EXERCISE OBJECTIVE :: Report each line of the records below that uses the word "Rivonia".

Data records
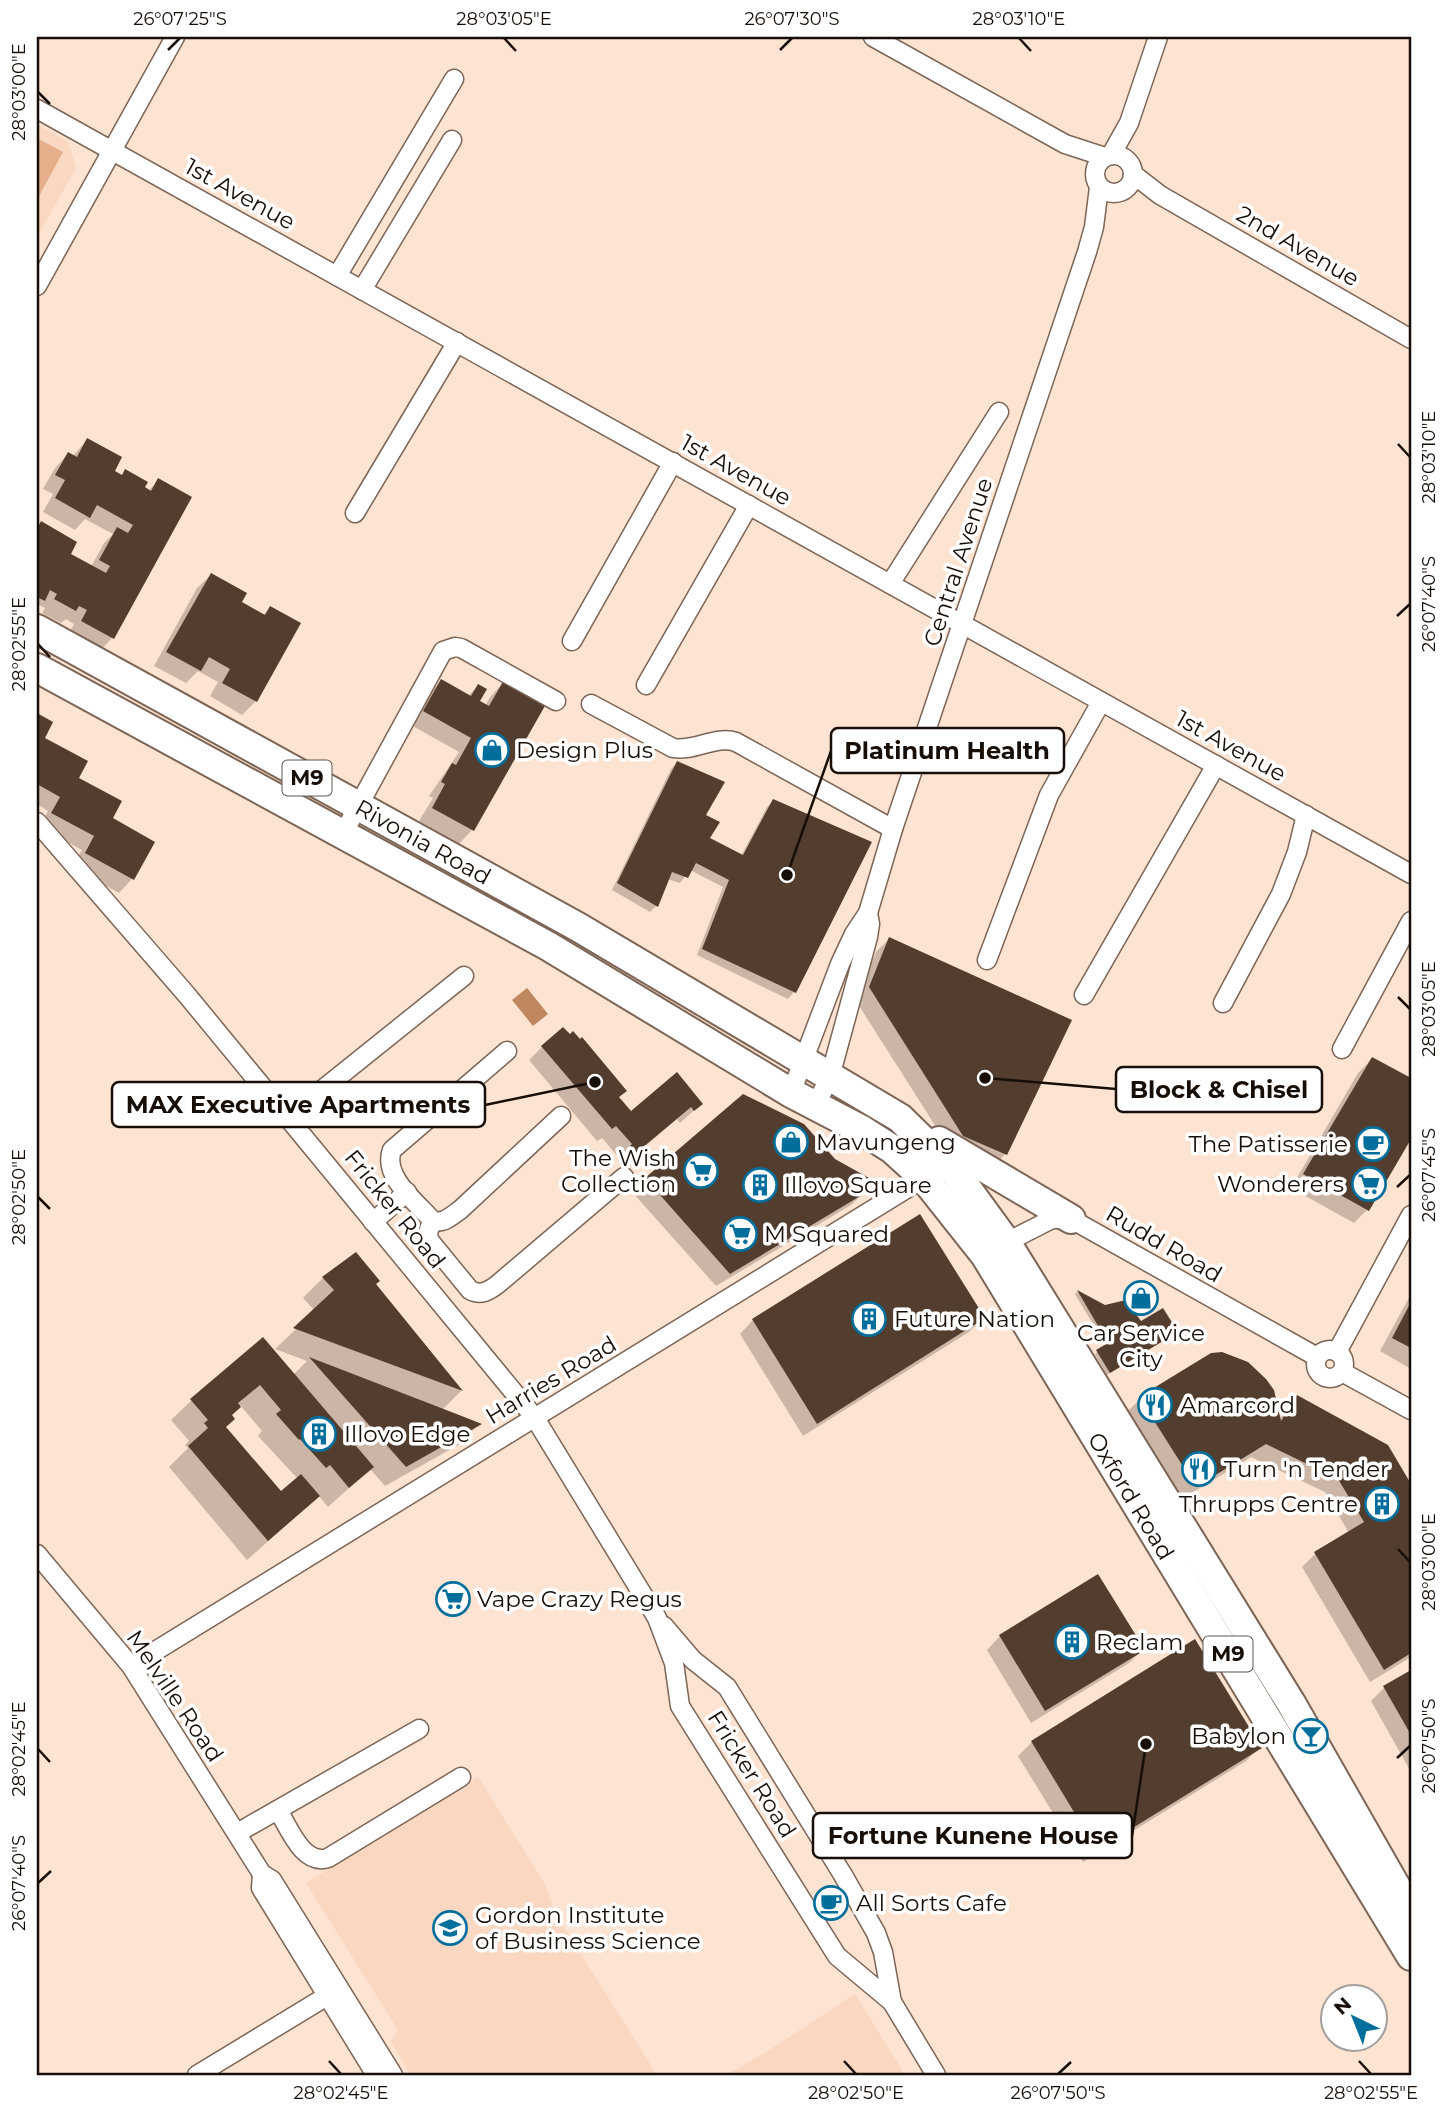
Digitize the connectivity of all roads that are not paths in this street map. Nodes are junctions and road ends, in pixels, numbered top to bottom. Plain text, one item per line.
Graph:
1 (174, 37) edge
2 (873, 37) edge
3 (1158, 37) edge
4 (454, 79) dead end
5 (37, 109) edge
6 (452, 141) dead end
7 (111, 151) junction
8 (1114, 173) junction
9 (337, 276) junction
10 (37, 286) edge
11 (362, 290) junction
12 (1411, 339) edge
13 (457, 342) junction
14 (999, 412) dead end
15 (673, 463) junction
16 (749, 505) junction
17 (355, 513) dead end
18 (890, 583) junction
19 (963, 624) junction
20 (37, 629) edge
21 (572, 641) dead end
22 (37, 668) edge
23 (646, 685) dead end
24 (556, 701) dead end
25 (1101, 702) junction
26 (591, 704) dead end
27 (1216, 765) junction
28 (358, 807) junction
29 (1306, 815) junction
30 (37, 822) edge
31 (893, 829) junction
32 (343, 834) junction
33 (1411, 874) edge
34 (868, 913) junction
35 (1411, 921) edge
36 (986, 960) dead end
37 (464, 976) dead end
38 (1084, 995) dead end
39 (1223, 1003) dead end
40 (1342, 1049) dead end
41 (507, 1051) dead end
42 (804, 1062) junction
43 (830, 1077) junction
44 (803, 1099) junction
45 (561, 1116) dead end
46 (287, 1118) junction
47 (900, 1118) junction
48 (624, 1177) dead end
49 (924, 1178) junction
50 (407, 1192) junction
51 (1411, 1215) edge
52 (1071, 1219) junction
53 (432, 1220) junction
54 (373, 1222) junction
55 (995, 1248) junction
56 (1337, 1352) junction
57 (1317, 1357) junction
58 (1342, 1372) junction
59 (1411, 1410) edge
60 (535, 1418) junction
61 (37, 1554) edge
62 (657, 1619) junction
63 (131, 1667) junction
64 (419, 1729) dead end
65 (461, 1777) dead end
66 (278, 1810) junction
67 (237, 1833) junction
68 (262, 1874) junction
69 (1411, 1913) edge
70 (1411, 1956) edge
71 (327, 1996) junction
72 (892, 2002) junction
73 (197, 2075) edge
74 (376, 2075) edge
75 (393, 2075) edge
76 (936, 2075) edge

1 - 7 street
2 - 8 street, 2nd Avenue
3 - 8 street, Central Avenue
4 - 9 street
5 - 7 street, 1st Avenue
6 - 11 street
7 - 9 street, 1st Avenue
7 - 10 street
8 - 12 street, 2nd Avenue
8 - 19 street, Central Avenue
9 - 11 street, 1st Avenue
11 - 13 street, 1st Avenue
13 - 15 street, 1st Avenue
13 - 17 street
14 - 18 street
15 - 16 street, 1st Avenue
15 - 21 street
16 - 18 street, 1st Avenue
16 - 23 street
18 - 19 street, 1st Avenue
19 - 25 street, 1st Avenue
19 - 31 street, Central Avenue
20 - 28 main road, Rivonia Road / M9
22 - 32 main road, Rivonia Road / M9
24 - 28 street
25 - 27 street, 1st Avenue
25 - 36 street
26 - 31 street
27 - 29 street, 1st Avenue
27 - 38 street
28 - 32 street
28 - 42 main road, Rivonia Road / M9
29 - 33 street, 1st Avenue
29 - 39 street
30 - 46 street, Fricker Road
31 - 34 street, Central Avenue
32 - 44 main road, Rivonia Road / M9
34 - 42 street, Central Avenue
34 - 43 street, Central Avenue
35 - 40 street
37 - 46 street
41 - 50 street
42 - 43 main road, Oxford Road / M9
42 - 44 street, Central Avenue
43 - 44 street, Central Avenue
43 - 47 main road, Oxford Road / M9
44 - 49 main road, Oxford Road / M9
45 - 53 street
46 - 54 street, Fricker Road
47 - 52 main road
47 - 55 main road, Oxford Road / M9
48 - 53 street
49 - 55 main road, Oxford Road / M9
49 - 60 street, Harries Road
50 - 53 street
50 - 54 street
51 - 56 street
52 - 55 street, Rudd Road
52 - 57 street, Rudd Road
54 - 60 street, Fricker Road
55 - 69 main road, Oxford Road / M9
55 - 70 main road, Oxford Road / M9
56 - 57 street
56 - 58 street
57 - 58 street
58 - 59 street
60 - 62 street, Fricker Road
60 - 63 street, Harries Road
61 - 63 street, Melville Road
62 - 72 street, Fricker Road
62 - 72 street, Fricker Road
63 - 67 street, Melville Road
64 - 66 street
65 - 66 street
66 - 67 street
67 - 68 street, Melville Road
68 - 71 street, Melville Road
68 - 75 street, Melville Road
71 - 73 street
71 - 74 street, Melville Road
72 - 76 street, Fricker Road

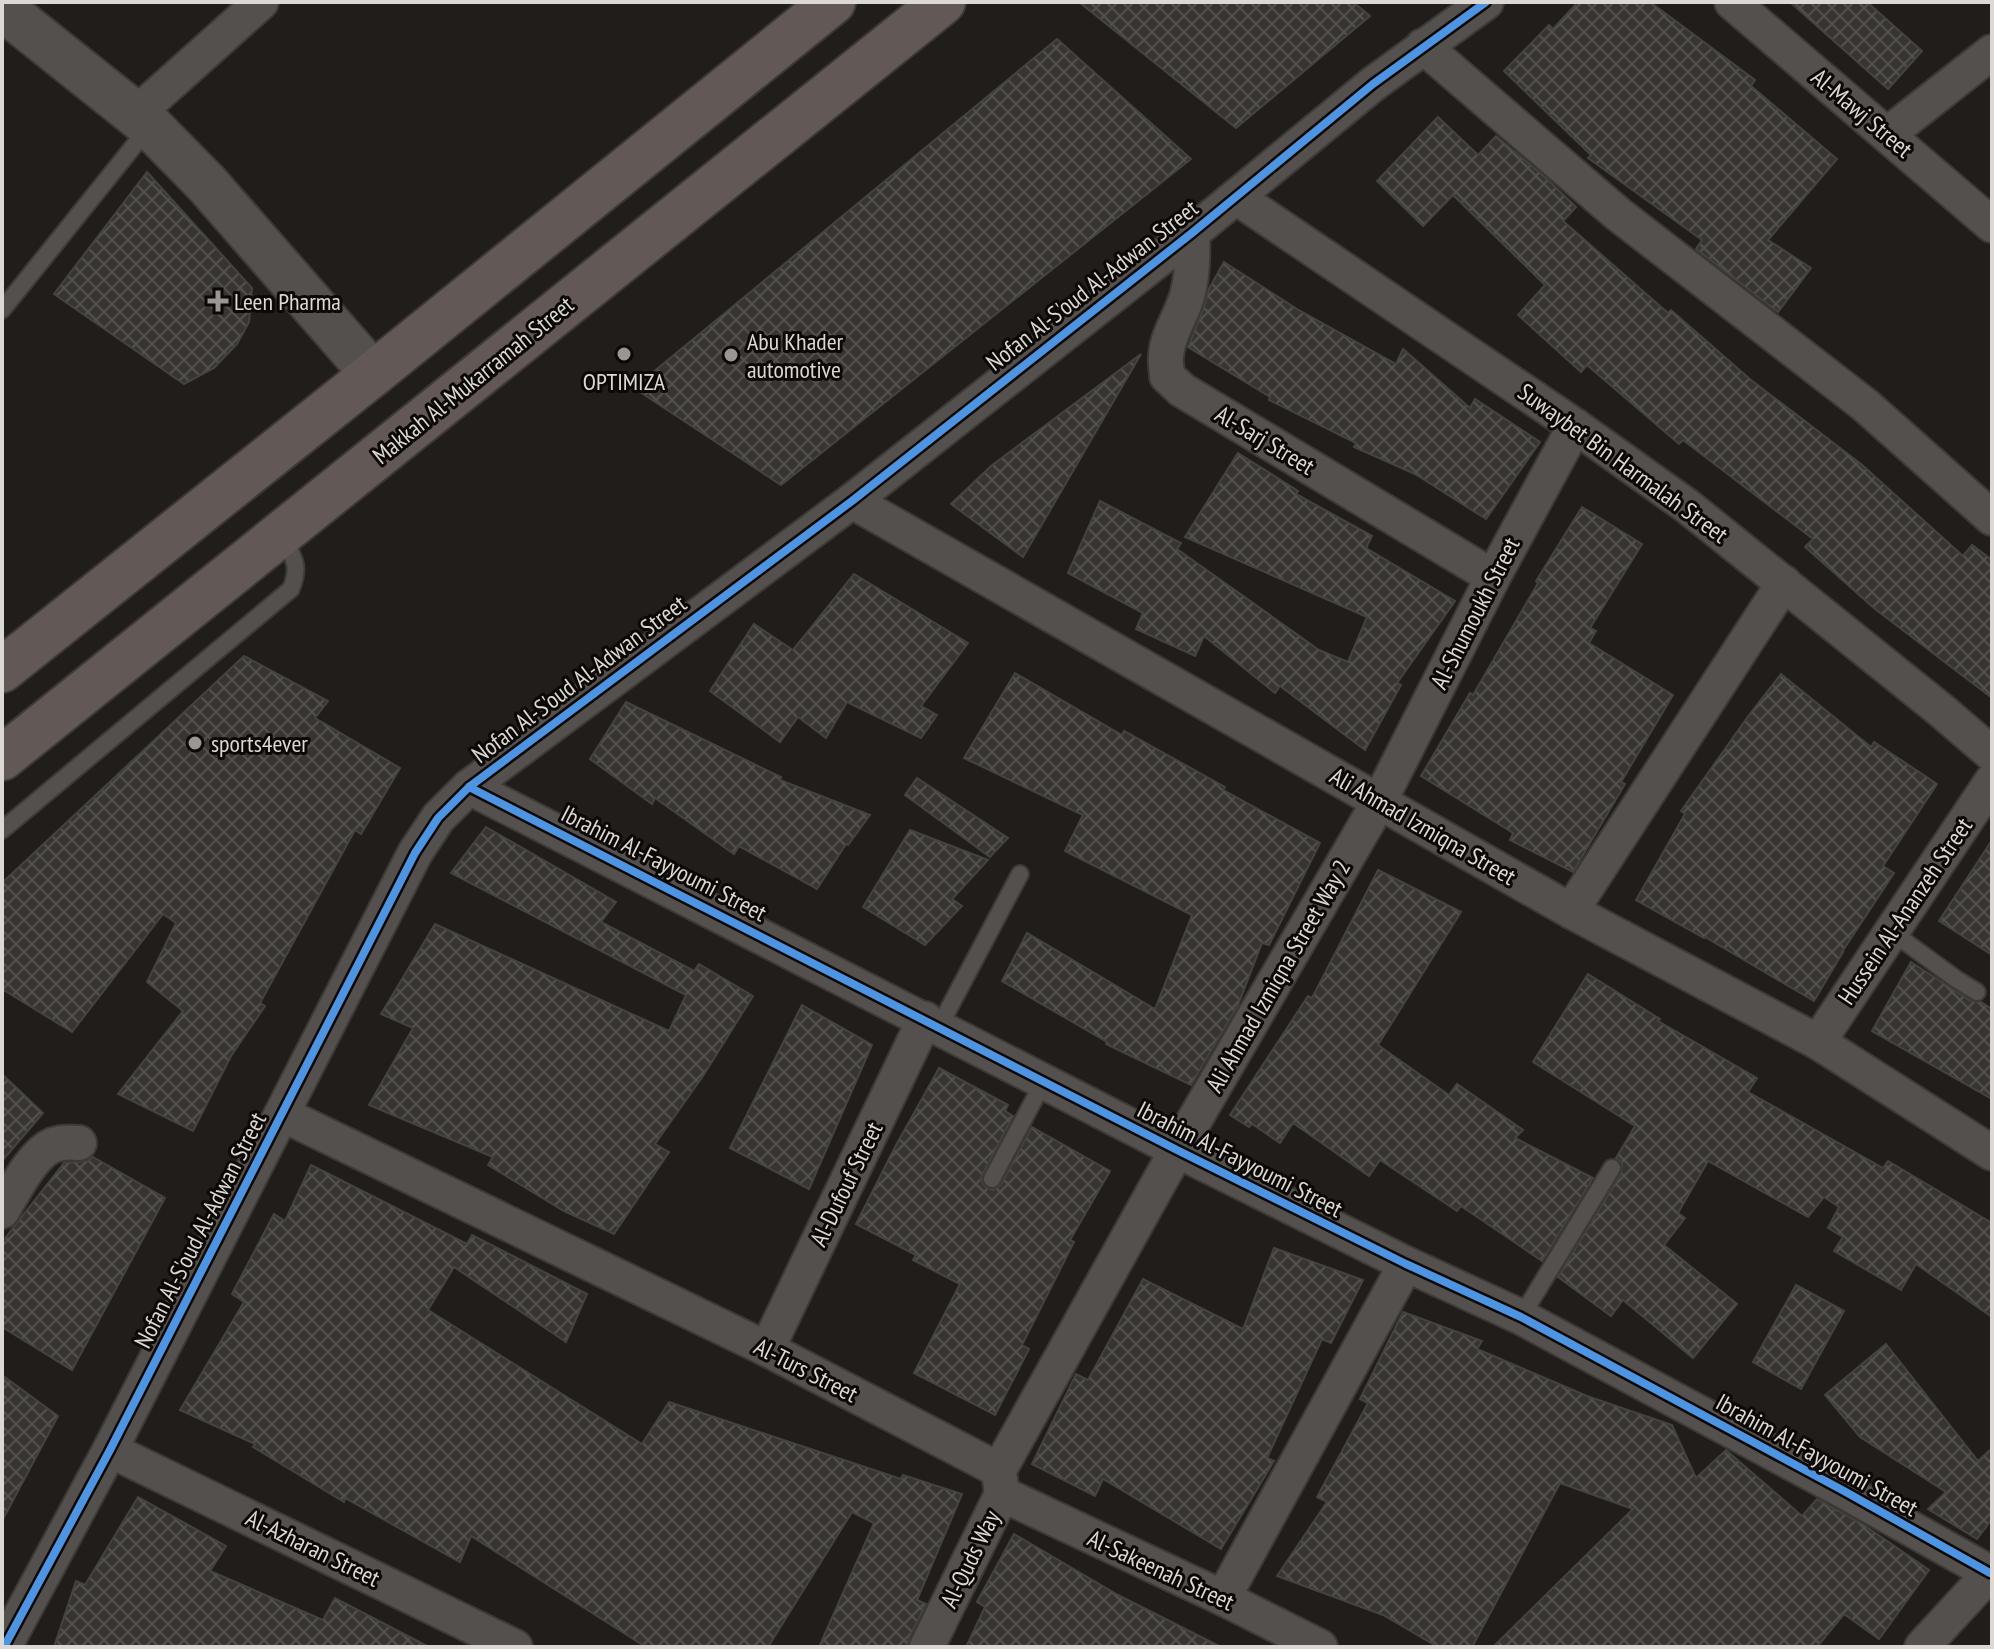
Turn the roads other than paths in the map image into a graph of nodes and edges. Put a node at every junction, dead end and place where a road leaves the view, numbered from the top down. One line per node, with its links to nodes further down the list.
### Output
1 (261, 2): 9 (street)
2 (833, 2): 15 (main road)
3 (943, 2): 19 (main road, Makkah Al-Mukarramah Street)
4 (1486, 2): 7 (street, Nofan Al-S'oud Al-Adwan Street)
5 (1732, 2): 10 (street, Al-Mawj Street)
6 (2, 8): 9 (street)
7 (1423, 46): 11 (street, Nofan Al-S'oud Al-Adwan Street); 18 (street)
8 (1992, 52): 10 (street)
9 (143, 120): 14 (lane); 15 (street)
10 (1888, 134): 12 (street, Al-Mawj Street)
11 (1236, 197): 13 (street, Nofan Al-S'oud Al-Adwan Street); 16 (street, Suwaybet Bin Harmalah Street)
12 (1992, 225)
13 (1192, 233): 17 (street, Nofan Al-S'oud Al-Adwan Street); 20 (street, Al-Sarj Street)
14 (2, 310)
15 (373, 374): 22 (main road)
16 (1575, 426): 20 (street, Al-Shumoukh Street); 21 (street, Suwaybet Bin Harmalah Street)
17 (852, 501): 26 (street, Nofan Al-S'oud Al-Adwan Street); 27 (street, Ali Ahmad Izmiqna Street)
18 (1992, 518)
19 (282, 534): 24 (main road, Makkah Al-Mukarramah Street); 28 (lane)
20 (1493, 577): 27 (street, Al-Shumoukh Street)
21 (1784, 583): 23 (street, Suwaybet Bin Harmalah Street); 30 (street)
22 (2, 670)
23 (1992, 754)
24 (2, 758)
25 (1992, 781): 31 (street, Hussein Al-Ananzeh Street)
26 (469, 787): 33 (street, Ibrahim Al-Fayyoumi Street); 36 (street, Nofan Al-S'oud Al-Adwan Street)
27 (1379, 802): 30 (street, Ali Ahmad Izmiqna Street); 38 (street, Ali Ahmad Izmiqna Street Way 2)
28 (2, 830)
29 (1020, 874): 33 (lane)
30 (1571, 911): 34 (street, Ali Ahmad Izmiqna Street)
31 (1892, 932): 32 (lane); 34 (street, Hussein Al-Ananzeh Street)
32 (1977, 992)
33 (932, 1023): 35 (street, Ibrahim Al-Fayyoumi Street); 45 (street, Al-Dufouf Street)
34 (1818, 1042): 39 (street, Ali Ahmad Izmiqna Street)
35 (1044, 1081): 38 (street, Ibrahim Al-Fayyoumi Street); 41 (lane)
36 (282, 1114): 45 (street, Al-Turs Street); 46 (street, Nofan Al-S'oud Al-Adwan Street)
37 (79, 1143): 42 (street)
38 (1177, 1150): 43 (street, Ibrahim Al-Fayyoumi Street); 47 (street)
39 (1992, 1153)
40 (1612, 1168): 44 (lane)
41 (992, 1179)
42 (2, 1211)
43 (1406, 1264): 44 (street, Ibrahim Al-Fayyoumi Street); 49 (street)
44 (1521, 1317): 48 (street, Ibrahim Al-Fayyoumi Street)
45 (767, 1349): 47 (street, Al-Turs Street)
46 (110, 1450): 50 (street, Nofan Al-S'oud Al-Adwan Street); 51 (street, Al-Azharan Street)
47 (1000, 1482): 49 (street, Al-Sakeenah Street); 52 (street, Al-Quds Way)
48 (1991, 1572): 54 (street)
49 (1223, 1598): 53 (street, Al-Sakeenah Street)
50 (4, 1647)
51 (515, 1647)
52 (927, 1647)
53 (1320, 1647)
54 (1922, 1647)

YOUR SOLUTION ::
20 - 28 main road, Rivonia Road / M9
22 - 32 main road, Rivonia Road / M9
28 - 42 main road, Rivonia Road / M9
32 - 44 main road, Rivonia Road / M9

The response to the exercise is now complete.